* **WHAT TO DO**
What is needed is a faithful transcription of all the data below, pictures excluded.

* **DATA PROVIDED**
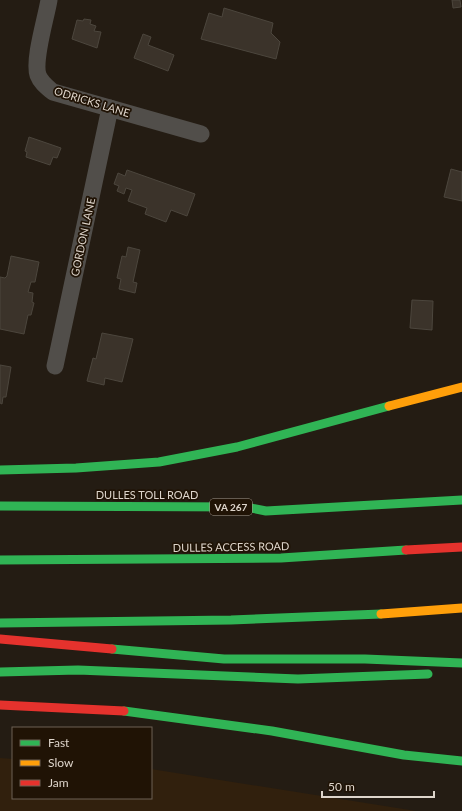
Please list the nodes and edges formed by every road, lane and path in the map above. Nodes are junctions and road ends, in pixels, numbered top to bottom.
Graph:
1 (49, 0) edge
2 (110, 108) junction
3 (201, 134) dead end
4 (55, 366) dead end
5 (462, 387) edge
6 (0, 470) edge
7 (462, 500) edge
8 (0, 506) edge
9 (266, 511) junction
10 (245, 517) dead end
11 (462, 547) edge
12 (0, 560) edge
13 (462, 608) edge
14 (0, 623) edge
15 (0, 639) edge
16 (462, 663) edge
17 (462, 671) edge
18 (0, 672) edge
19 (448, 672) dead end
20 (435, 674) dead end
21 (0, 705) edge
22 (462, 761) edge

1 - 2 street, ODRICKS LANE
2 - 3 street, ODRICKS LANE
2 - 4 street, GORDON LANE
5 - 6 highway
7 - 9 highway, DULLES TOLL ROAD / VA 267
8 - 9 highway, DULLES TOLL ROAD / VA 267
9 - 10 highway
11 - 12 highway, DULLES ACCESS ROAD
13 - 14 highway
15 - 16 highway
17 - 19 highway
18 - 20 highway
21 - 22 highway

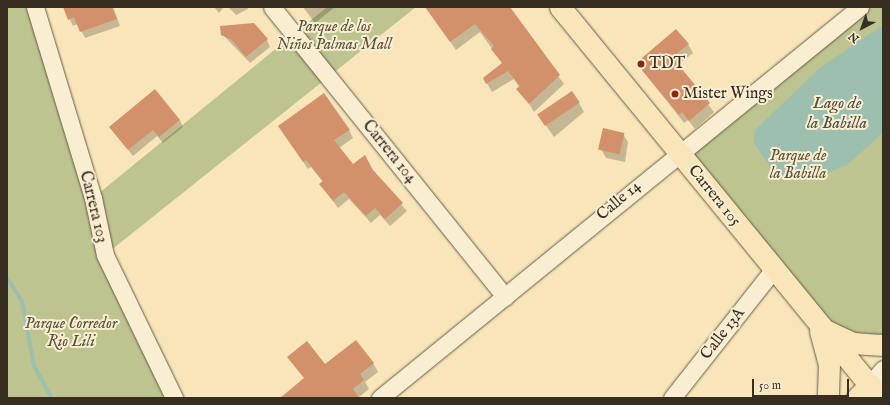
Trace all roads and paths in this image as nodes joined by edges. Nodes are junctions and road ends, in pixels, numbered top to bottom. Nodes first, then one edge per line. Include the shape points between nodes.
1 (35, 7) edge
2 (272, 7) edge
3 (560, 7) edge
4 (851, 10) edge
5 (678, 153) junction
6 (773, 270) junction
7 (505, 297) junction
8 (818, 325) junction
9 (883, 345) edge
10 (872, 387) edge
11 (174, 398) edge
12 (380, 398) edge
13 (672, 398) edge
14 (828, 398) edge

1 - 11 street, Carrera 103 via 93,198 105,255
2 - 7 street, Carrera 104
3 - 5 main road, Carrera 105
4 - 5 street, Calle 14
5 - 6 main road, Carrera 105
5 - 7 street, Calle 14
6 - 8 main road, Carrera 105
6 - 13 street, Calle 13A
7 - 12 street, Calle 14
8 - 9 main road via 853,343
8 - 10 main road, Carrera 105
8 - 14 main road via 829,364

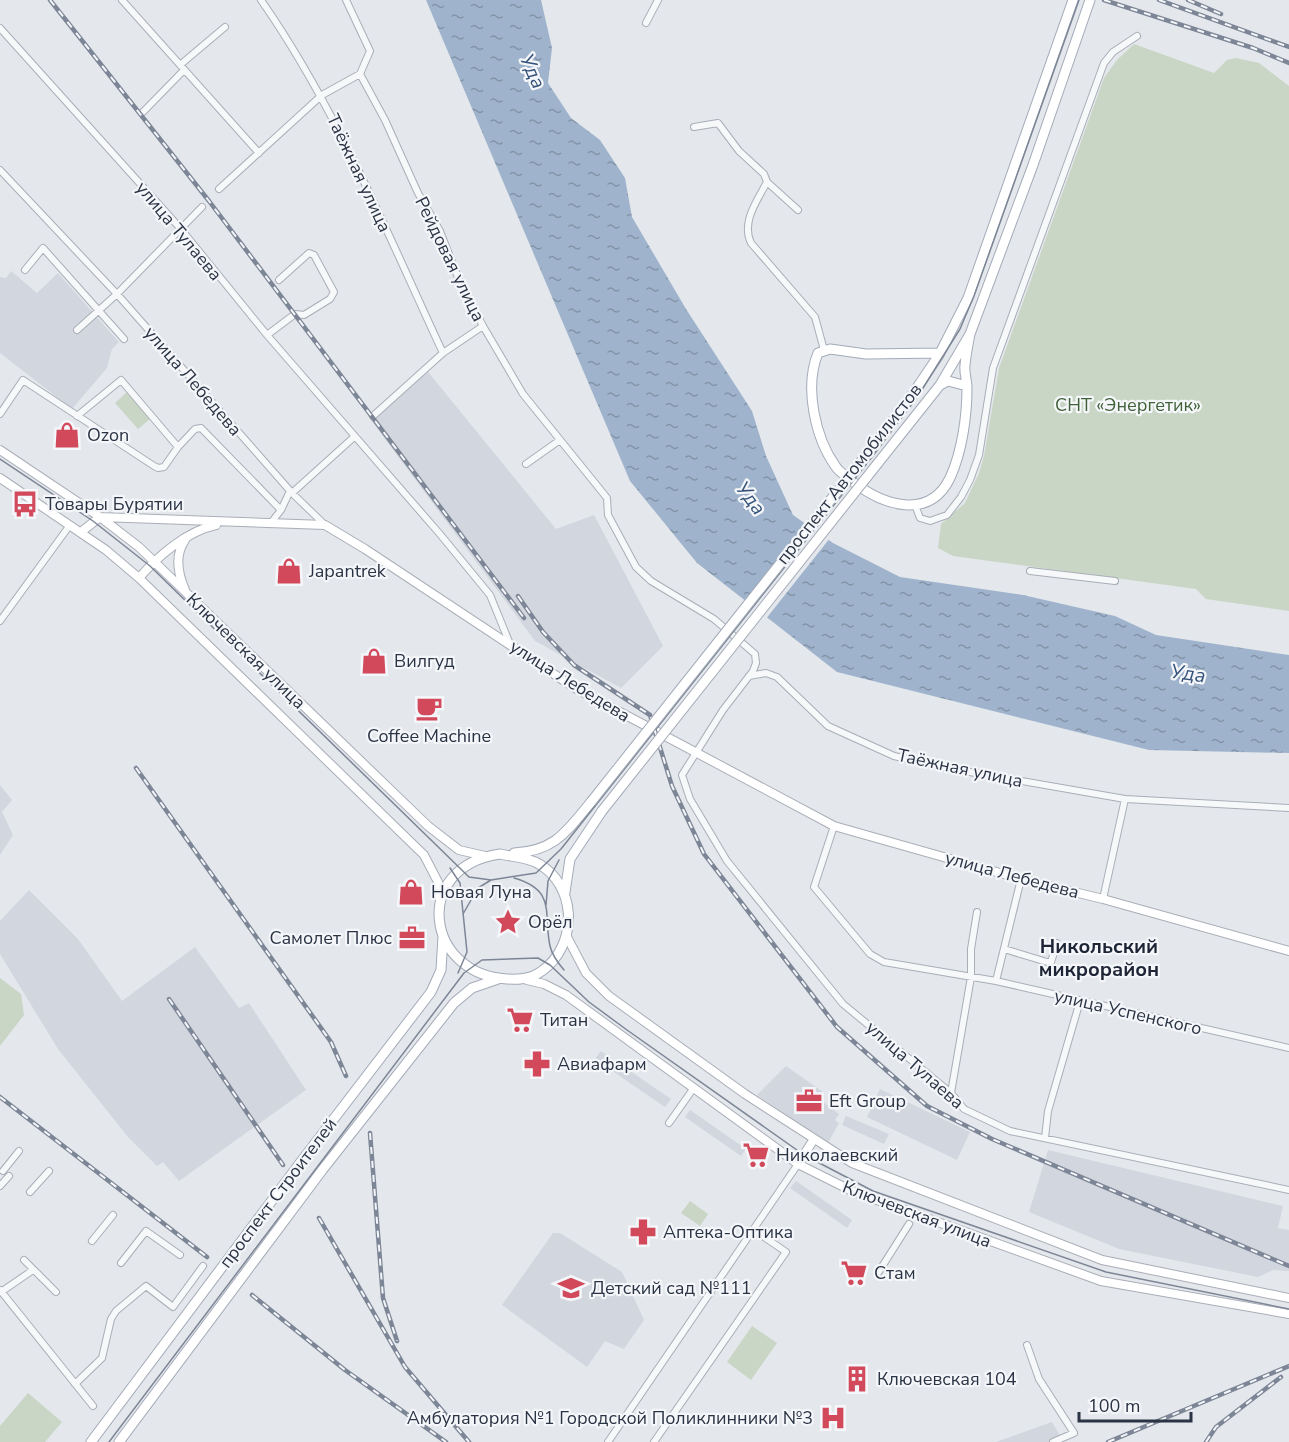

* **SOLUTION TO THIS PROBLEM**
Please list the nodes and edges formed by every road, lane and path in the map above. Nodes are junctions and road ends, in pixels, numbered top to bottom.
Graph:
1 (49, 0) edge
2 (110, 108) junction
3 (201, 134) dead end
4 (55, 366) dead end
5 (462, 387) edge
6 (0, 470) edge
7 (462, 500) edge
8 (0, 506) edge
9 (266, 511) junction
10 (245, 517) dead end
11 (462, 547) edge
12 (0, 560) edge
13 (462, 608) edge
14 (0, 623) edge
15 (0, 639) edge
16 (462, 663) edge
17 (462, 671) edge
18 (0, 672) edge
19 (448, 672) dead end
20 (435, 674) dead end
21 (0, 705) edge
22 (462, 761) edge

1 - 2 street, ODRICKS LANE
2 - 3 street, ODRICKS LANE
2 - 4 street, GORDON LANE
5 - 6 highway
7 - 9 highway, DULLES TOLL ROAD / VA 267
8 - 9 highway, DULLES TOLL ROAD / VA 267
9 - 10 highway
11 - 12 highway, DULLES ACCESS ROAD
13 - 14 highway
15 - 16 highway
17 - 19 highway
18 - 20 highway
21 - 22 highway

Trace all roads and paths in this image as nodes joined by edges. Nodes are junctions and road ends, in pixels, numbered top to bottom. Nodes first, then one edge per line. Include the shape points between nodes.
1 (35, 7) edge
2 (272, 7) edge
3 (560, 7) edge
4 (851, 10) edge
5 (678, 153) junction
6 (773, 270) junction
7 (505, 297) junction
8 (818, 325) junction
9 (883, 345) edge
10 (872, 387) edge
11 (174, 398) edge
12 (380, 398) edge
13 (672, 398) edge
14 (828, 398) edge

1 - 11 street, Carrera 103 via 93,198 105,255
2 - 7 street, Carrera 104
3 - 5 main road, Carrera 105
4 - 5 street, Calle 14
5 - 6 main road, Carrera 105
5 - 7 street, Calle 14
6 - 8 main road, Carrera 105
6 - 13 street, Calle 13A
7 - 12 street, Calle 14
8 - 9 main road via 853,343
8 - 10 main road, Carrera 105
8 - 14 main road via 829,364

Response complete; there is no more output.